第八章

第八章 迫りくる、最後の戦いの始まりその一

 どことも知れない、牢獄のようだった。まるで堅牢に作り上げられた空間の檻と形容するしかない鉛色の空間に、俺とカズマは二人っきりで浮かんでいる。

 周囲の障気は強烈で深く、俺は周囲を見回して探った。何もない、俺達以外は。だから、自然と俺は、唯一近くに浮いているカズマに声をかけるしかなかった。


「神代カズマ、まだ生きているか?」


「……っ」


 俺の問いかけに浮かんでいるカズマの身体が、僅かに動いた。あれだけ真奈美に打ちのめされて、頭を足で踏み潰されても、まだ生きている。

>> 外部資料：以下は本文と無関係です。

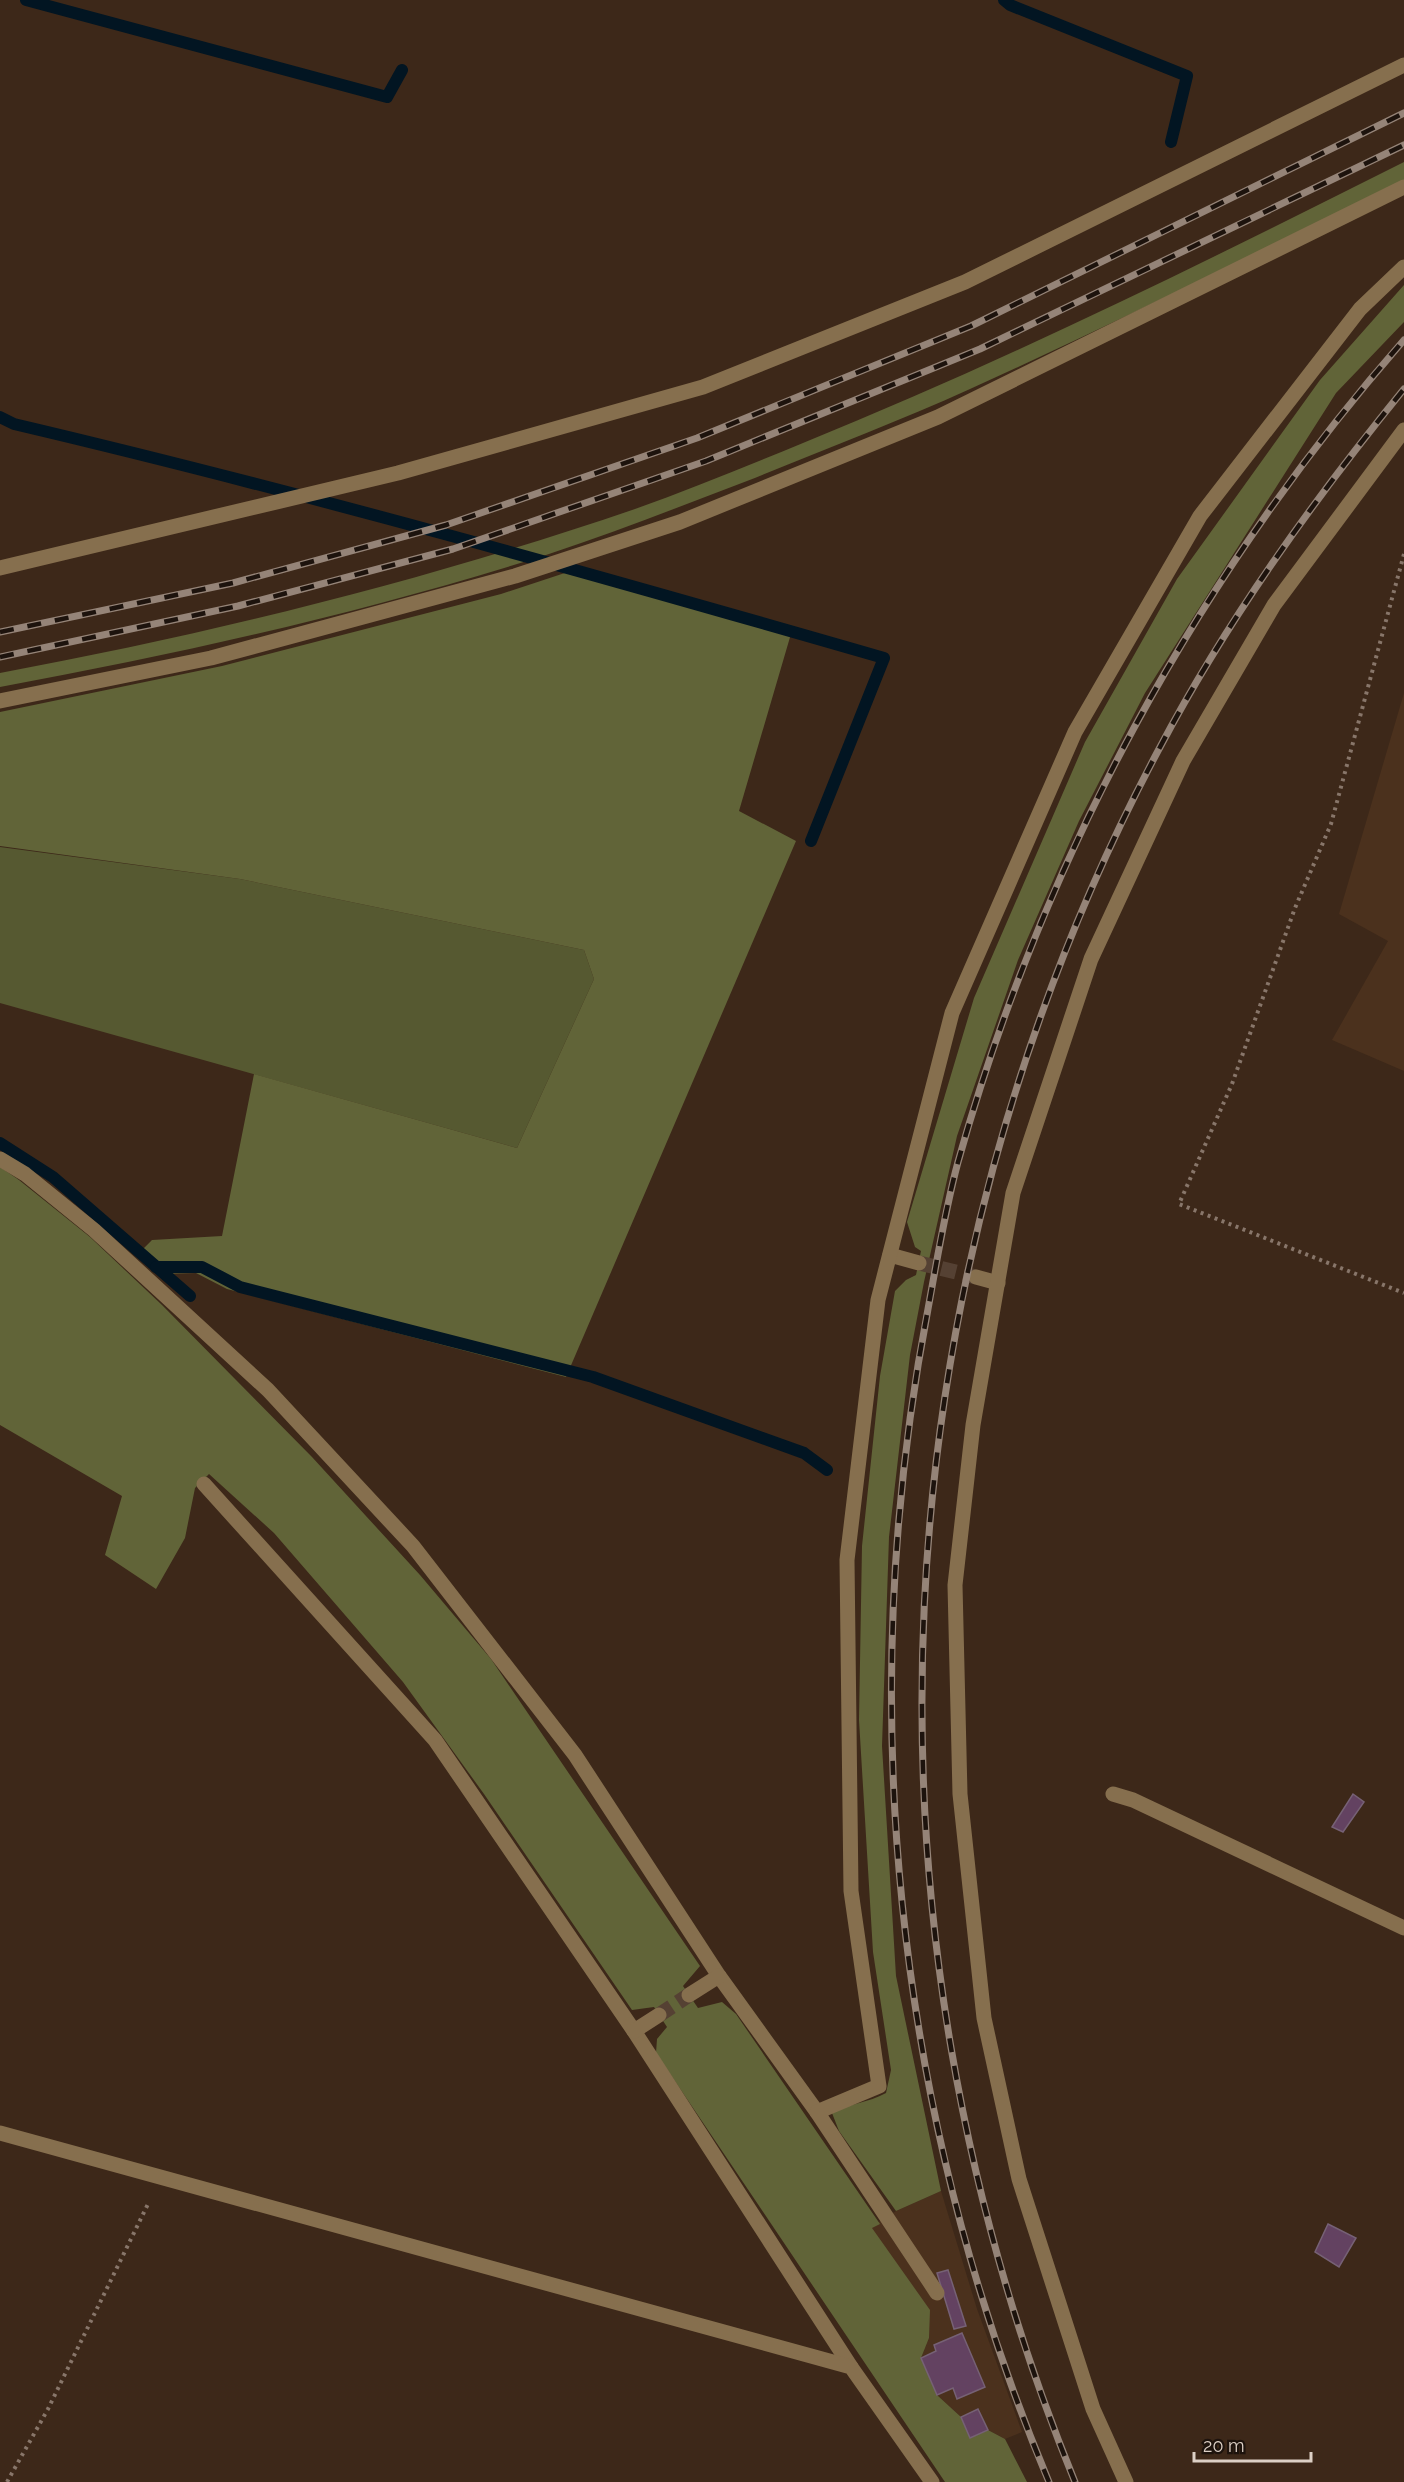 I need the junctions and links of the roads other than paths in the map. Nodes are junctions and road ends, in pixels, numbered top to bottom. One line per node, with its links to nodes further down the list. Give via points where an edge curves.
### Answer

 呆れた生命力だと思った。ただ、こんな空間に一人っきりというのは、ぞっとする話だったし、テロリストとはいえ、側に誰かがいること自体に安心する。

 俺は返事が返ってくることは期待しなかったが、カズマに再び話しかけてみた。


「お互いに惨敗だったな。まさか鬼神の力を得た真奈美が、あそこまで強大だったとは俺の想像を超えていた」


 しかし、予想外にもカズマは、俺のその言葉にややあって答えてくれた。


「私が未熟だったからだっ……。もし偉大な先代なら、あんな悪神など生身で倒してのけただろう。あまりに不甲斐なく、未熟だから……私は大蜘蛛一族の首領を名乗ることも、自らに許していない」


「なるほどな。だから、お前は首領代行と名乗っていた訳か」


 この牢獄の空間から脱出する術も思いつかず、話すことしかすることがない。だから、俺もカズマも、思いのたけをぶつけたかったのかもしれない。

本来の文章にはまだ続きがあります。